■ WHAT IS BEING ASKED: Print every record exactly, omitting none.

Dataset entries:
________________________

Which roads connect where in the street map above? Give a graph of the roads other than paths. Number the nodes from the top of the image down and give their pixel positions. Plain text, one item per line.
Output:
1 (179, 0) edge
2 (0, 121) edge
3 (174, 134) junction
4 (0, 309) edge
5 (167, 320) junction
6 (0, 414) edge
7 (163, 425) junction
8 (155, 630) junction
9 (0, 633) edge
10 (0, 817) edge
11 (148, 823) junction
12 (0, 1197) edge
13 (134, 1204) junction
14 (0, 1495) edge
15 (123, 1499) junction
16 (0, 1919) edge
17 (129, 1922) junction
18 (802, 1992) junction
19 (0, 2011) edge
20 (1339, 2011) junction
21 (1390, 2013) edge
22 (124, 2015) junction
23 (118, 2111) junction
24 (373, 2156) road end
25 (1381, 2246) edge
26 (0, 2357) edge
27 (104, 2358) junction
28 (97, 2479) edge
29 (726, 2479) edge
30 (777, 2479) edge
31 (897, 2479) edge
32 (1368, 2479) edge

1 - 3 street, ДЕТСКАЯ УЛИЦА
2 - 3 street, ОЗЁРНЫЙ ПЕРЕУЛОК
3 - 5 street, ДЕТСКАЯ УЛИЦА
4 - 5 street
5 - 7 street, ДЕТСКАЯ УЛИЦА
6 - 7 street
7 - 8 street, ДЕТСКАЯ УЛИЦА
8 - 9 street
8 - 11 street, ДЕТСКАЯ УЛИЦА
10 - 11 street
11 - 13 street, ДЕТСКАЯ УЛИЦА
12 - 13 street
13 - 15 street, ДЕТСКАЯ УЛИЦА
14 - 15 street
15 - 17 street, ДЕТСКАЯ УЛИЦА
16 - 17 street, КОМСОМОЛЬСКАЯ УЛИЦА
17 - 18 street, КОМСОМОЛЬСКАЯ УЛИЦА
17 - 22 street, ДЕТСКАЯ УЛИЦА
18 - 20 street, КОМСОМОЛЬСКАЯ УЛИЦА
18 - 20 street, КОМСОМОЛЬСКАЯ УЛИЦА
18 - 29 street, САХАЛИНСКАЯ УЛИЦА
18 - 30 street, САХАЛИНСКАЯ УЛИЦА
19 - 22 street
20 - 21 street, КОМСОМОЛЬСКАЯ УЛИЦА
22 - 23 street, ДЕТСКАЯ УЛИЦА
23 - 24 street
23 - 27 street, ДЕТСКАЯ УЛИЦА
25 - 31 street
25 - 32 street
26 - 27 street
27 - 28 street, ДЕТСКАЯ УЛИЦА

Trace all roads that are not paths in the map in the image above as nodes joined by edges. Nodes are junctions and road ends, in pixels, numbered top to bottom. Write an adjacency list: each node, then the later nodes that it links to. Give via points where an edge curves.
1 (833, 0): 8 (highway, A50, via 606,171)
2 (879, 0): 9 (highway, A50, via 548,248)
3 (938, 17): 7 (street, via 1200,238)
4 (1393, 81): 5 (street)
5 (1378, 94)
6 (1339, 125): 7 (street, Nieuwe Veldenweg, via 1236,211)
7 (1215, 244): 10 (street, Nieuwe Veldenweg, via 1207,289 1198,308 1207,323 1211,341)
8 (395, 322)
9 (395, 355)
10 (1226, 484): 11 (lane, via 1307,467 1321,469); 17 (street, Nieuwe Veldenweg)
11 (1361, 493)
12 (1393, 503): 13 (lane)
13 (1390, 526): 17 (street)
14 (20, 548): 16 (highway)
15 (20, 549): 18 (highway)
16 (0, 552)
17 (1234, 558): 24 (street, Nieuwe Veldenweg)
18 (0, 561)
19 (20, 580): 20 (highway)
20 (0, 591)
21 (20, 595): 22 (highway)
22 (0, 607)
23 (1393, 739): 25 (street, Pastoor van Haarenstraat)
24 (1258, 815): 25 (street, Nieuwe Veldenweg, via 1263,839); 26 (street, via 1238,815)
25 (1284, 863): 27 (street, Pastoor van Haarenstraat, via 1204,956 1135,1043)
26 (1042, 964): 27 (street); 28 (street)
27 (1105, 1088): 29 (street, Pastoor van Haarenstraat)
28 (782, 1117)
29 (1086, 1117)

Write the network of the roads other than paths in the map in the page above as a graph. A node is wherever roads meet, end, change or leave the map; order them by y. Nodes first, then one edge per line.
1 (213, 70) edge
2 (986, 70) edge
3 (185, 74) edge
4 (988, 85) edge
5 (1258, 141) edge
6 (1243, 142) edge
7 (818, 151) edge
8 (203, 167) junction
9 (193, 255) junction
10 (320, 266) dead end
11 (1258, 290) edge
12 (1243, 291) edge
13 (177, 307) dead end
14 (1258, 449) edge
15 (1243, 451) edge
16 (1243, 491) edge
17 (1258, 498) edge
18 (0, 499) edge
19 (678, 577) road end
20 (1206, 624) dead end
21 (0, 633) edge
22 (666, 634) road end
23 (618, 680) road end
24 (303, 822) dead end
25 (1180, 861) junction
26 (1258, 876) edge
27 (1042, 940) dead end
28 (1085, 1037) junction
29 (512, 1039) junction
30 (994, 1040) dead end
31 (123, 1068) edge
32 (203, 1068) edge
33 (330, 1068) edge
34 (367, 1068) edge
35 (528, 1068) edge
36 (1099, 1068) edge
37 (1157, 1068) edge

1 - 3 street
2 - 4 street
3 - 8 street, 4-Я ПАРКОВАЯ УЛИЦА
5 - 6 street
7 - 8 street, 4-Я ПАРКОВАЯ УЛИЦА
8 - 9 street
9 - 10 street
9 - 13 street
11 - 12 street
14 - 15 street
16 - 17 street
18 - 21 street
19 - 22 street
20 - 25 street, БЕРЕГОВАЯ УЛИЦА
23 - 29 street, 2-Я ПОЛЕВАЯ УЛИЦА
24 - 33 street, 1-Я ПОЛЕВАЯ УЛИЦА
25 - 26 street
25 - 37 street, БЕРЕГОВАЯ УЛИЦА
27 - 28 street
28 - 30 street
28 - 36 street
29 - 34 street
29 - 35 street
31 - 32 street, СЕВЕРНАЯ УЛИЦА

________________________

■ TASK RESULT:
Which roads connect where in the street map above? Give a graph of the roads other than paths. Number the nodes from the top of the image down and give their pixel positions. Plain text, one item per line.
Output:
1 (179, 0) edge
2 (0, 121) edge
3 (174, 134) junction
4 (0, 309) edge
5 (167, 320) junction
6 (0, 414) edge
7 (163, 425) junction
8 (155, 630) junction
9 (0, 633) edge
10 (0, 817) edge
11 (148, 823) junction
12 (0, 1197) edge
13 (134, 1204) junction
14 (0, 1495) edge
15 (123, 1499) junction
16 (0, 1919) edge
17 (129, 1922) junction
18 (802, 1992) junction
19 (0, 2011) edge
20 (1339, 2011) junction
21 (1390, 2013) edge
22 (124, 2015) junction
23 (118, 2111) junction
24 (373, 2156) road end
25 (1381, 2246) edge
26 (0, 2357) edge
27 (104, 2358) junction
28 (97, 2479) edge
29 (726, 2479) edge
30 (777, 2479) edge
31 (897, 2479) edge
32 (1368, 2479) edge

1 - 3 street, ДЕТСКАЯ УЛИЦА
2 - 3 street, ОЗЁРНЫЙ ПЕРЕУЛОК
3 - 5 street, ДЕТСКАЯ УЛИЦА
4 - 5 street
5 - 7 street, ДЕТСКАЯ УЛИЦА
6 - 7 street
7 - 8 street, ДЕТСКАЯ УЛИЦА
8 - 9 street
8 - 11 street, ДЕТСКАЯ УЛИЦА
10 - 11 street
11 - 13 street, ДЕТСКАЯ УЛИЦА
12 - 13 street
13 - 15 street, ДЕТСКАЯ УЛИЦА
14 - 15 street
15 - 17 street, ДЕТСКАЯ УЛИЦА
16 - 17 street, КОМСОМОЛЬСКАЯ УЛИЦА
17 - 18 street, КОМСОМОЛЬСКАЯ УЛИЦА
17 - 22 street, ДЕТСКАЯ УЛИЦА
18 - 20 street, КОМСОМОЛЬСКАЯ УЛИЦА
18 - 20 street, КОМСОМОЛЬСКАЯ УЛИЦА
18 - 29 street, САХАЛИНСКАЯ УЛИЦА
18 - 30 street, САХАЛИНСКАЯ УЛИЦА
19 - 22 street
20 - 21 street, КОМСОМОЛЬСКАЯ УЛИЦА
22 - 23 street, ДЕТСКАЯ УЛИЦА
23 - 24 street
23 - 27 street, ДЕТСКАЯ УЛИЦА
25 - 31 street
25 - 32 street
26 - 27 street
27 - 28 street, ДЕТСКАЯ УЛИЦА

Trace all roads that are not paths in the map in the image above as nodes joined by edges. Nodes are junctions and road ends, in pixels, numbered top to bottom. Write an adjacency list: each node, then the later nodes that it links to. Give via points where an edge curves.
1 (833, 0): 8 (highway, A50, via 606,171)
2 (879, 0): 9 (highway, A50, via 548,248)
3 (938, 17): 7 (street, via 1200,238)
4 (1393, 81): 5 (street)
5 (1378, 94)
6 (1339, 125): 7 (street, Nieuwe Veldenweg, via 1236,211)
7 (1215, 244): 10 (street, Nieuwe Veldenweg, via 1207,289 1198,308 1207,323 1211,341)
8 (395, 322)
9 (395, 355)
10 (1226, 484): 11 (lane, via 1307,467 1321,469); 17 (street, Nieuwe Veldenweg)
11 (1361, 493)
12 (1393, 503): 13 (lane)
13 (1390, 526): 17 (street)
14 (20, 548): 16 (highway)
15 (20, 549): 18 (highway)
16 (0, 552)
17 (1234, 558): 24 (street, Nieuwe Veldenweg)
18 (0, 561)
19 (20, 580): 20 (highway)
20 (0, 591)
21 (20, 595): 22 (highway)
22 (0, 607)
23 (1393, 739): 25 (street, Pastoor van Haarenstraat)
24 (1258, 815): 25 (street, Nieuwe Veldenweg, via 1263,839); 26 (street, via 1238,815)
25 (1284, 863): 27 (street, Pastoor van Haarenstraat, via 1204,956 1135,1043)
26 (1042, 964): 27 (street); 28 (street)
27 (1105, 1088): 29 (street, Pastoor van Haarenstraat)
28 (782, 1117)
29 (1086, 1117)

Write the network of the roads other than paths in the map in the page above as a graph. A node is wherever roads meet, end, change or leave the map; order them by y. Nodes first, then one edge per line.
1 (213, 70) edge
2 (986, 70) edge
3 (185, 74) edge
4 (988, 85) edge
5 (1258, 141) edge
6 (1243, 142) edge
7 (818, 151) edge
8 (203, 167) junction
9 (193, 255) junction
10 (320, 266) dead end
11 (1258, 290) edge
12 (1243, 291) edge
13 (177, 307) dead end
14 (1258, 449) edge
15 (1243, 451) edge
16 (1243, 491) edge
17 (1258, 498) edge
18 (0, 499) edge
19 (678, 577) road end
20 (1206, 624) dead end
21 (0, 633) edge
22 (666, 634) road end
23 (618, 680) road end
24 (303, 822) dead end
25 (1180, 861) junction
26 (1258, 876) edge
27 (1042, 940) dead end
28 (1085, 1037) junction
29 (512, 1039) junction
30 (994, 1040) dead end
31 (123, 1068) edge
32 (203, 1068) edge
33 (330, 1068) edge
34 (367, 1068) edge
35 (528, 1068) edge
36 (1099, 1068) edge
37 (1157, 1068) edge

1 - 3 street
2 - 4 street
3 - 8 street, 4-Я ПАРКОВАЯ УЛИЦА
5 - 6 street
7 - 8 street, 4-Я ПАРКОВАЯ УЛИЦА
8 - 9 street
9 - 10 street
9 - 13 street
11 - 12 street
14 - 15 street
16 - 17 street
18 - 21 street
19 - 22 street
20 - 25 street, БЕРЕГОВАЯ УЛИЦА
23 - 29 street, 2-Я ПОЛЕВАЯ УЛИЦА
24 - 33 street, 1-Я ПОЛЕВАЯ УЛИЦА
25 - 26 street
25 - 37 street, БЕРЕГОВАЯ УЛИЦА
27 - 28 street
28 - 30 street
28 - 36 street
29 - 34 street
29 - 35 street
31 - 32 street, СЕВЕРНАЯ УЛИЦА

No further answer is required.